- **Work task**:
Look through the material below and copy every line containing the word "give".

- **Data supplied**:
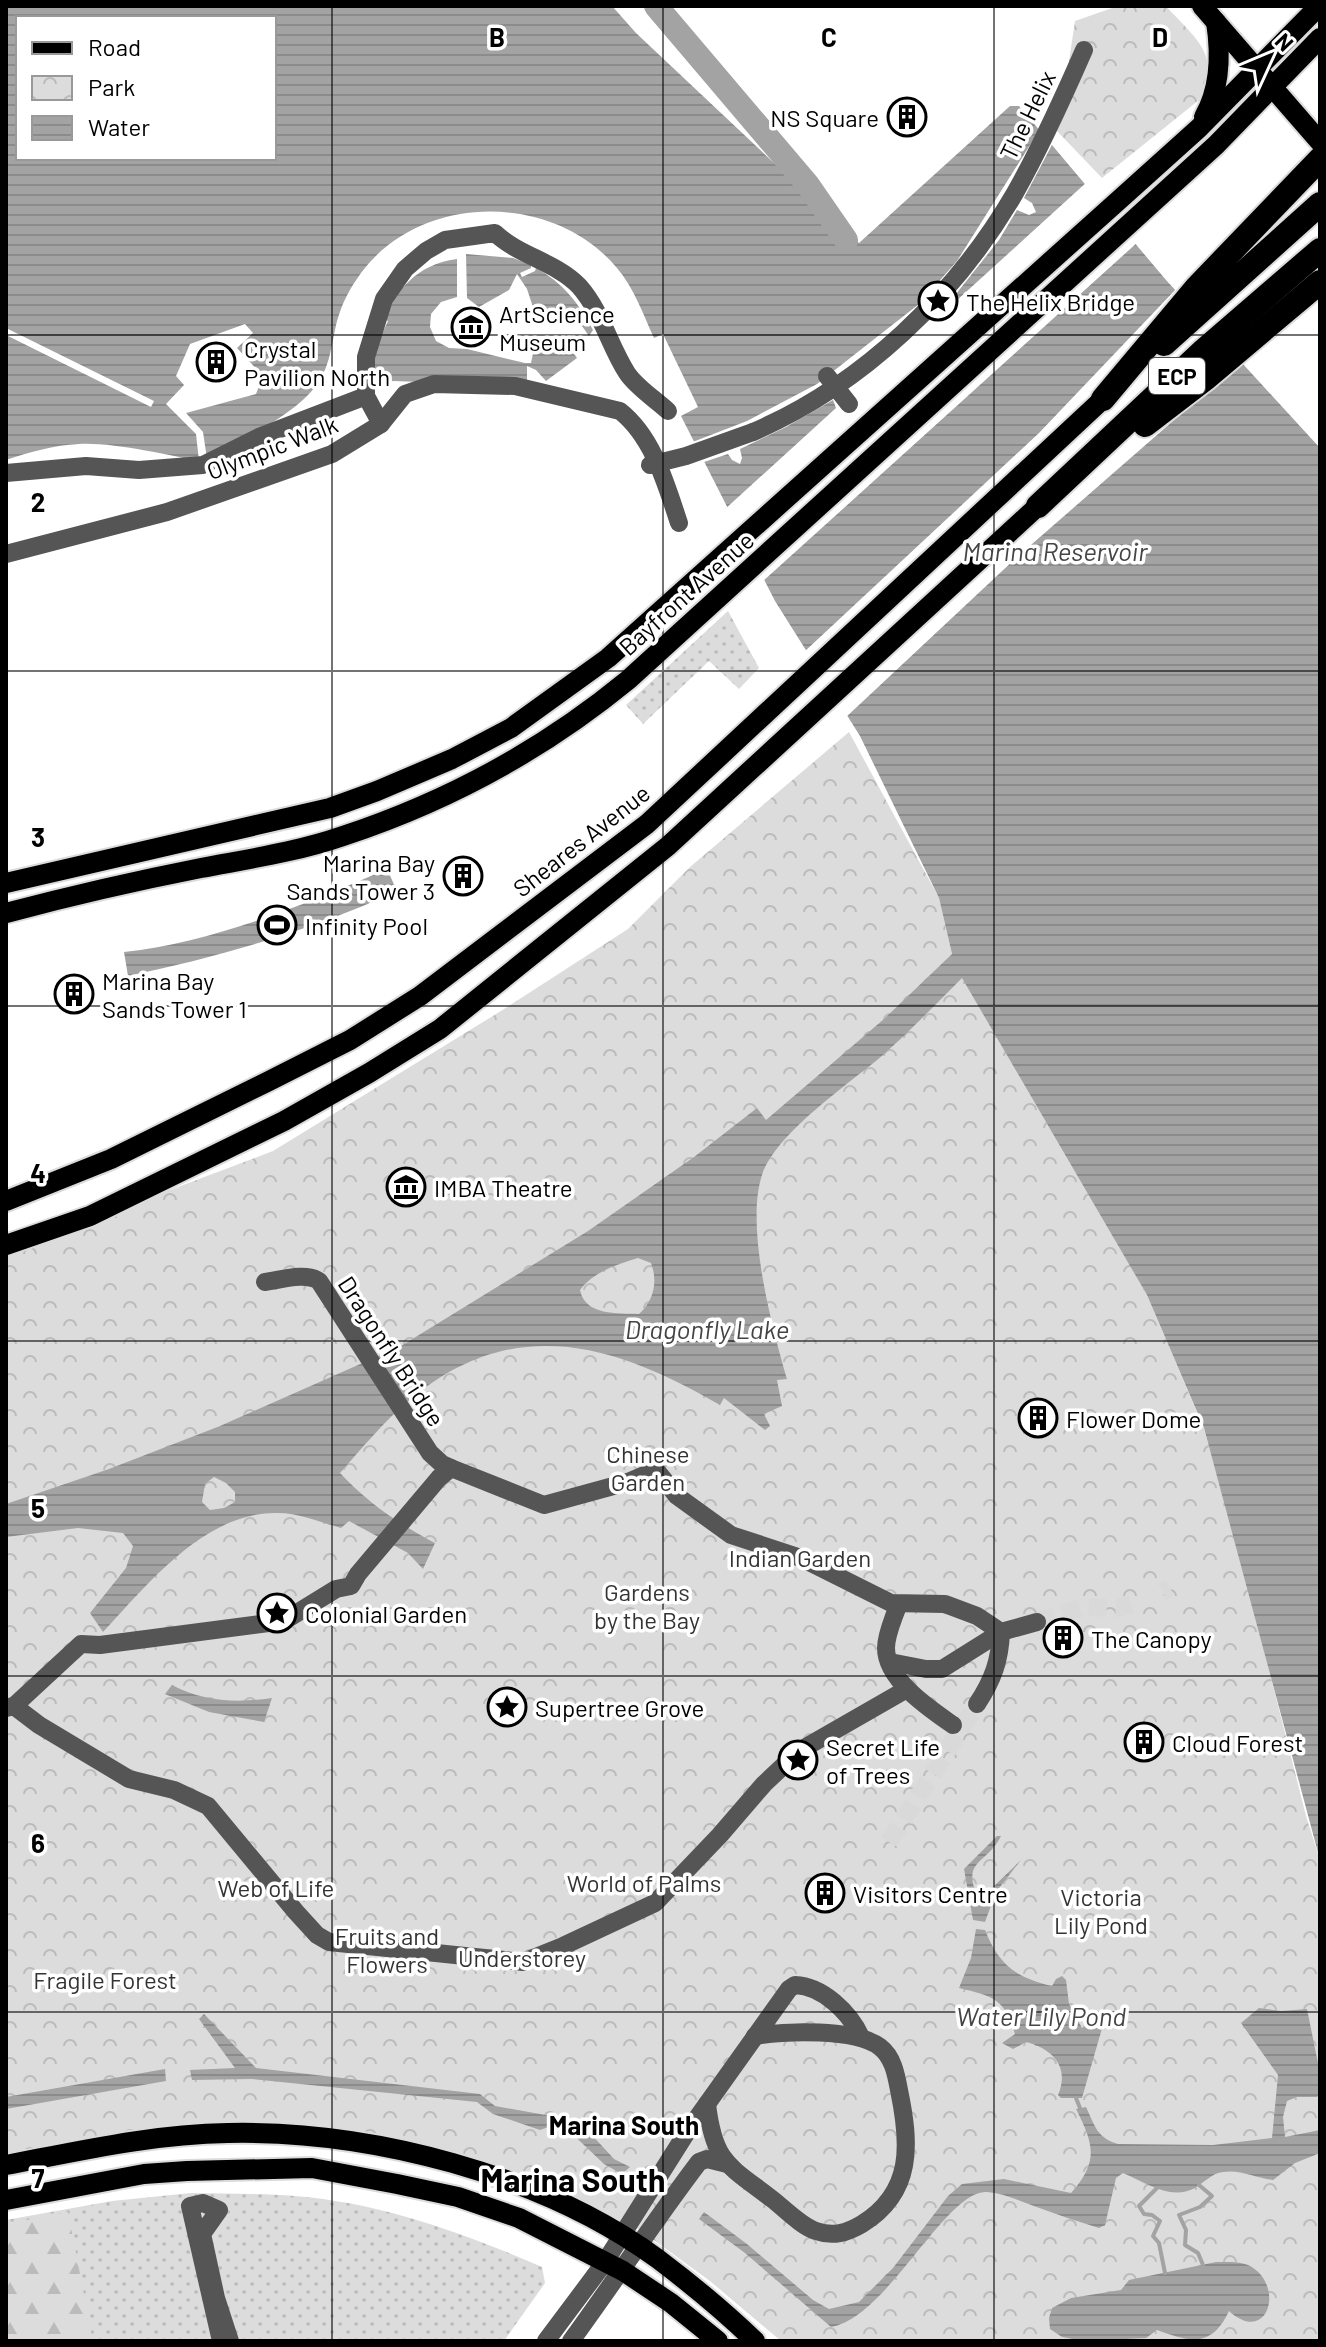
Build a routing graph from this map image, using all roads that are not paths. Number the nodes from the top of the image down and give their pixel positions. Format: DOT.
graph roads {
  1 [pos="1202,6"];
  2 [pos="1319,6"];
  3 [pos="1216,22"];
  4 [pos="1320,38"];
  5 [pos="1084,50"];
  6 [pos="1256,69"];
  7 [pos="1272,87"];
  8 [pos="1199,128"];
  9 [pos="1320,142"];
  10 [pos="1320,159"];
  11 [pos="1320,204"];
  12 [pos="1320,250"];
  13 [pos="1320,282"];
  14 [pos="831,381"];
  15 [pos="366,396"];
  16 [pos="1103,399"];
  17 [pos="849,404"];
  18 [pos="668,411"];
  19 [pos="381,424"];
  20 [pos="650,465"];
  21 [pos="6,473"];
  22 [pos="1038,506"];
  23 [pos="679,523"];
  24 [pos="6,554"];
  25 [pos="6,883"];
  26 [pos="6,913"];
  27 [pos="6,1201"];
  28 [pos="11,1241"];
  29 [pos="265,1282"];
  30 [pos="451,1468"];
  31 [pos="898,1605"];
  32 [pos="1037,1622"];
  33 [pos="1001,1632"];
  34 [pos="890,1662"];
  35 [pos="907,1689"];
  36 [pos="977,1704"];
  37 [pos="10,1707"];
  38 [pos="953,1725"];
  39 [pos="755,2036"];
  40 [pos="861,2037"];
  41 [pos="707,2104"];
  42 [pos="727,2164"];
  43 [pos="6,2165"];
  44 [pos="6,2200"];
  45 [pos="630,2242"];
  46 [pos="614,2266"];
  47 [pos="221,2341"];
  48 [pos="230,2341"];
  49 [pos="546,2341"];
  50 [pos="571,2341"];
  51 [pos="718,2341"];
  52 [pos="755,2341"];
  1 -- 3 [label="main road"];
  2 -- 6 [label="main road, Bayfront Avenue"];
  3 -- 6 [label="main road"];
  3 -- 8 [label="main road"];
  4 -- 7 [label="main road, Bayfront Avenue"];
  5 -- 14 [label="street, The Helix"];
  6 -- 7 [label="main road"];
  6 -- 8 [label="main road, Bayfront Avenue"];
  7 -- 9 [label="main road"];
  7 -- 26 [label="main road, Bayfront Avenue"];
  8 -- 25 [label="main road, Bayfront Avenue"];
  10 -- 16 [label="highway"];
  11 -- 16 [label="highway, ECP"];
  12 -- 22 [label="highway, ECP"];
  13 -- 22 [label="highway"];
  14 -- 17 [label="street"];
  14 -- 20 [label="street, The Helix, bridge"];
  15 -- 18 [label="street"];
  15 -- 19 [label="street"];
  15 -- 21 [label="street, Olympic Walk"];
  16 -- 27 [label="main road, Sheares Avenue"];
  19 -- 23 [label="street, Olympic Walk"];
  19 -- 24 [label="street, Olympic Walk"];
  22 -- 28 [label="main road"];
  29 -- 30 [label="street, Dragonfly Bridge"];
  30 -- 31 [label="street"];
  30 -- 37 [label="street"];
  31 -- 33 [label="street"];
  31 -- 34 [label="street"];
  32 -- 33 [label="street"];
  33 -- 34 [label="street"];
  33 -- 36 [label="street"];
  34 -- 35 [label="street"];
  35 -- 37 [label="street"];
  35 -- 38 [label="street"];
  39 -- 40 [label="street"];
  39 -- 40 [label="street"];
  39 -- 41 [label="street"];
  40 -- 42 [label="street"];
  41 -- 42 [label="street"];
  41 -- 45 [label="street"];
  42 -- 45 [label="street"];
  43 -- 45 [label="main road"];
  44 -- 46 [label="main road"];
  45 -- 46 [label="street"];
  45 -- 52 [label="main road"];
  46 -- 49 [label="street"];
  46 -- 50 [label="street"];
  46 -- 51 [label="main road"];
  47 -- 48 [label="street"];
}
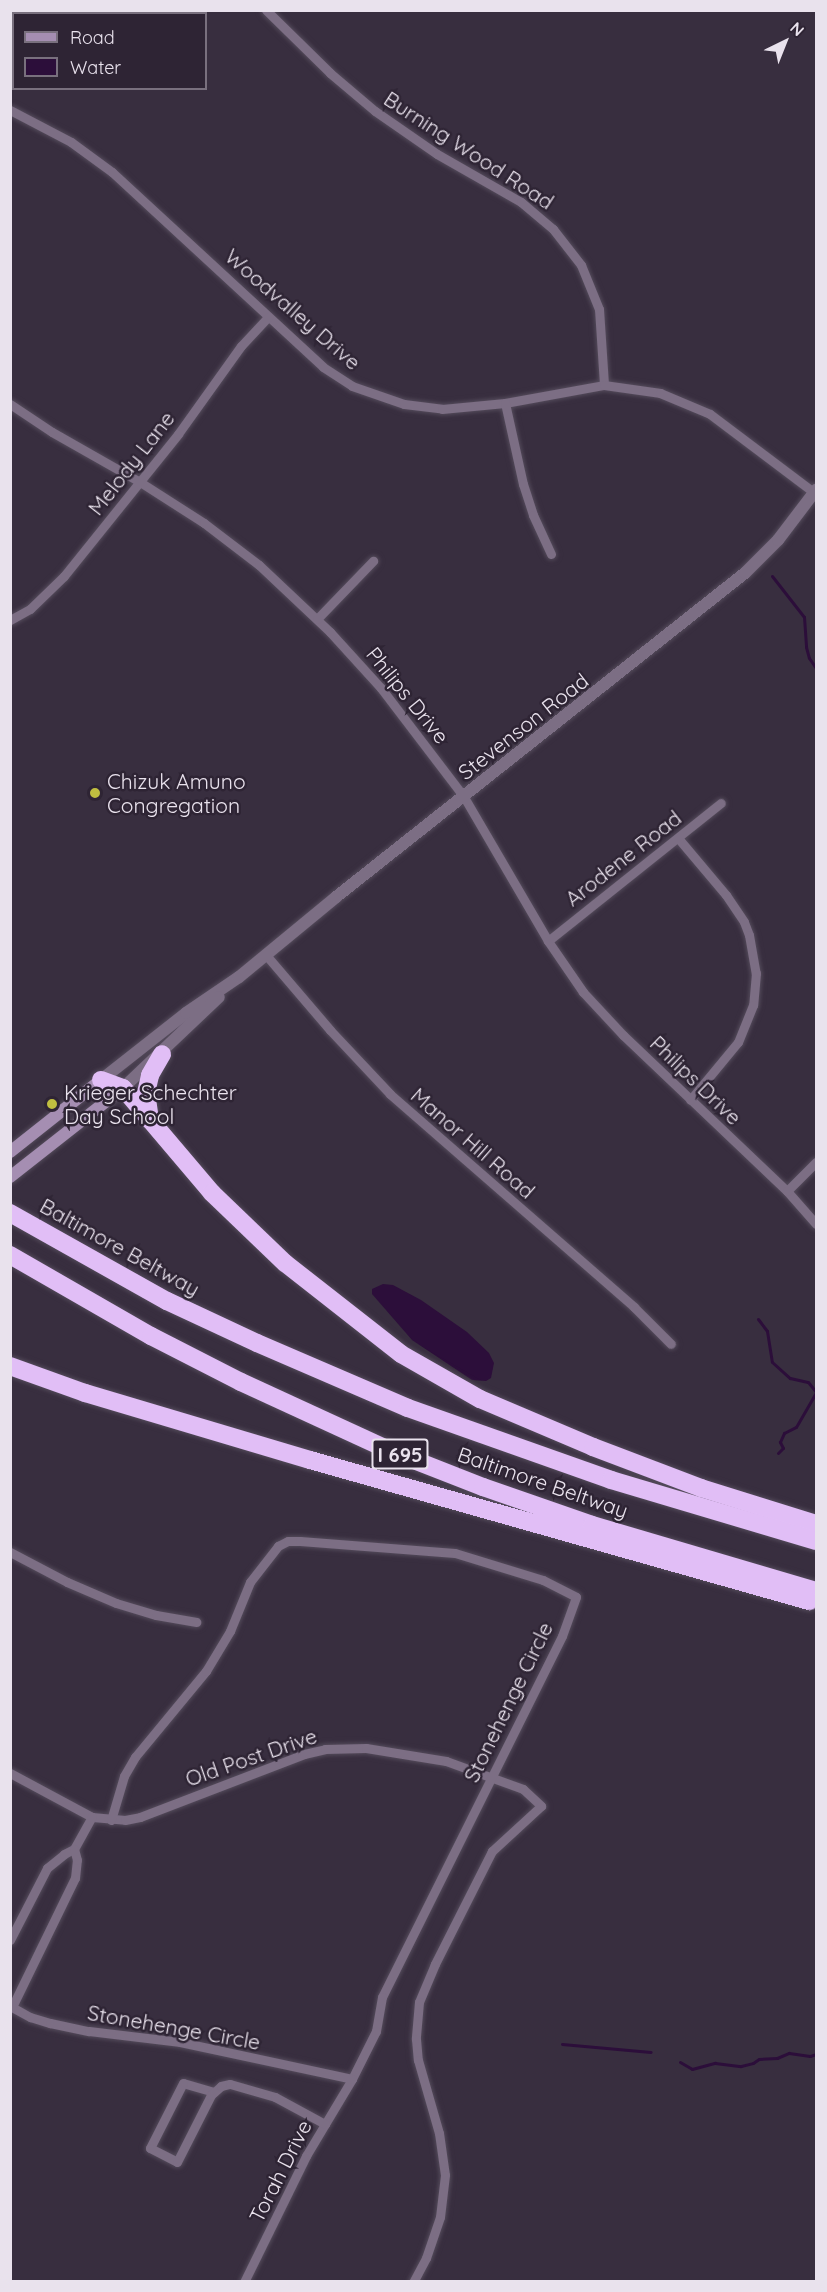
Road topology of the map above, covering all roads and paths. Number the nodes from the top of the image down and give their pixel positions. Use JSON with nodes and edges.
{"nodes":[{"id":1,"x":266,"y":10,"type":"edge"},
{"id":2,"x":10,"y":110,"type":"edge"},
{"id":3,"x":268,"y":317,"type":"junction"},
{"id":4,"x":604,"y":385,"type":"junction"},
{"id":5,"x":505,"y":402,"type":"junction"},
{"id":6,"x":10,"y":404,"type":"edge"},
{"id":7,"x":140,"y":482,"type":"junction"},
{"id":8,"x":816,"y":493,"type":"edge"},
{"id":9,"x":551,"y":554,"type":"dead end"},
{"id":10,"x":373,"y":561,"type":"dead end"},
{"id":11,"x":317,"y":619,"type":"junction"},
{"id":12,"x":10,"y":620,"type":"edge"},
{"id":13,"x":464,"y":797,"type":"junction"},
{"id":14,"x":721,"y":803,"type":"dead end"},
{"id":15,"x":678,"y":838,"type":"junction"},
{"id":16,"x":548,"y":941,"type":"junction"},
{"id":17,"x":266,"y":955,"type":"junction"},
{"id":18,"x":239,"y":977,"type":"junction"},
{"id":19,"x":162,"y":1054,"type":"junction"},
{"id":20,"x":102,"y":1080,"type":"junction"},
{"id":21,"x":123,"y":1088,"type":"junction"},
{"id":22,"x":690,"y":1100,"type":"junction"},
{"id":23,"x":151,"y":1122,"type":"junction"},
{"id":24,"x":10,"y":1152,"type":"edge"},
{"id":25,"x":816,"y":1162,"type":"edge"},
{"id":26,"x":10,"y":1177,"type":"edge"},
{"id":27,"x":787,"y":1191,"type":"junction"},
{"id":28,"x":10,"y":1213,"type":"edge"},
{"id":29,"x":816,"y":1224,"type":"edge"},
{"id":30,"x":10,"y":1255,"type":"edge"},
{"id":31,"x":671,"y":1344,"type":"dead end"},
{"id":32,"x":10,"y":1366,"type":"edge"},
{"id":33,"x":816,"y":1524,"type":"edge"},
{"id":34,"x":816,"y":1540,"type":"edge"},
{"id":35,"x":10,"y":1551,"type":"edge"},
{"id":36,"x":816,"y":1591,"type":"edge"},
{"id":37,"x":816,"y":1603,"type":"edge"},
{"id":38,"x":196,"y":1622,"type":"dead end"},
{"id":39,"x":10,"y":1773,"type":"edge"},
{"id":40,"x":492,"y":1776,"type":"junction"},
{"id":41,"x":92,"y":1817,"type":"junction"},
{"id":42,"x":111,"y":1820,"type":"junction"},
{"id":43,"x":74,"y":1849,"type":"junction"},
{"id":44,"x":10,"y":1940,"type":"edge"},
{"id":45,"x":11,"y":2006,"type":"edge"},
{"id":46,"x":352,"y":2079,"type":"junction"},
{"id":47,"x":214,"y":2092,"type":"junction"},
{"id":48,"x":324,"y":2124,"type":"junction"},
{"id":49,"x":244,"y":2282,"type":"edge"},
{"id":50,"x":413,"y":2282,"type":"edge"}],
"edges":[{"from":1,"to":4,"type":"street","name":"Burning Wood Road"},
{"from":2,"to":3,"type":"street","name":"Woodvalley Drive"},
{"from":3,"to":5,"type":"street","name":"Woodvalley Drive"},
{"from":3,"to":7,"type":"street","name":"Melody Lane"},
{"from":4,"to":5,"type":"street","name":"Woodvalley Drive"},
{"from":4,"to":8,"type":"street","name":"Woodvalley Drive"},
{"from":5,"to":9,"type":"street"},
{"from":6,"to":7,"type":"street","name":"Philips Drive"},
{"from":7,"to":11,"type":"street","name":"Philips Drive"},
{"from":7,"to":12,"type":"street","name":"Melody Lane"},
{"from":8,"to":13,"type":"street","name":"Stevenson Road"},
{"from":10,"to":11,"type":"street"},
{"from":11,"to":13,"type":"street","name":"Philips Drive"},
{"from":13,"to":16,"type":"street","name":"Philips Drive"},
{"from":13,"to":17,"type":"street","name":"Stevenson Road"},
{"from":14,"to":15,"type":"street","name":"Arodene Road"},
{"from":15,"to":16,"type":"street","name":"Arodene Road"},
{"from":15,"to":22,"type":"street"},
{"from":16,"to":22,"type":"street","name":"Philips Drive"},
{"from":17,"to":18,"type":"street","name":"Stevenson Road"},
{"from":17,"to":31,"type":"street","name":"Manor Hill Road"},
{"from":18,"to":19,"type":"street","name":"Stevenson Road"},
{"from":18,"to":20,"type":"street","name":"Stevenson Road"},
{"from":19,"to":21,"type":"street","name":"Stevenson Road"},
{"from":19,"to":23,"type":"highway"},
{"from":20,"to":21,"type":"highway"},
{"from":20,"to":24,"type":"main road","name":"Stevenson Road"},
{"from":21,"to":23,"type":"highway"},
{"from":21,"to":26,"type":"main road","name":"Stevenson Road"},
{"from":22,"to":27,"type":"street","name":"Philips Drive"},
{"from":23,"to":33,"type":"highway"},
{"from":25,"to":27,"type":"street"},
{"from":27,"to":29,"type":"street","name":"Philips Drive"},
{"from":28,"to":34,"type":"highway","name":"Baltimore Beltway","number":"I 695"},
{"from":30,"to":36,"type":"highway","name":"Baltimore Beltway","number":"I 695"},
{"from":32,"to":37,"type":"highway"},
{"from":35,"to":38,"type":"street"},
{"from":39,"to":41,"type":"street","name":"Old Post Drive"},
{"from":40,"to":42,"type":"street","name":"Old Post Drive"},
{"from":40,"to":42,"type":"street","name":"Stonehenge Circle"},
{"from":40,"to":46,"type":"street","name":"Stonehenge Circle"},
{"from":40,"to":50,"type":"street","name":"Old Post Drive"},
{"from":41,"to":42,"type":"street","name":"Old Post Drive"},
{"from":41,"to":43,"type":"street"},
{"from":43,"to":44,"type":"street"},
{"from":43,"to":45,"type":"street","name":"Stonehenge Circle"},
{"from":45,"to":46,"type":"street","name":"Stonehenge Circle"},
{"from":46,"to":48,"type":"street","name":"Torah Drive"},
{"from":47,"to":47,"type":"street"},
{"from":47,"to":48,"type":"street"},
{"from":48,"to":49,"type":"street","name":"Torah Drive"}]}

- **Problem solution**:
Build a routing graph from this map image, using all roads that are not paths. Number the nodes from the top of the image down and give their pixel positions. Format: DOT.
Road topology of the map above, covering all roads and paths. Number the nodes from the top of the image down and give their pixel positions. Use JSON with nodes and edges.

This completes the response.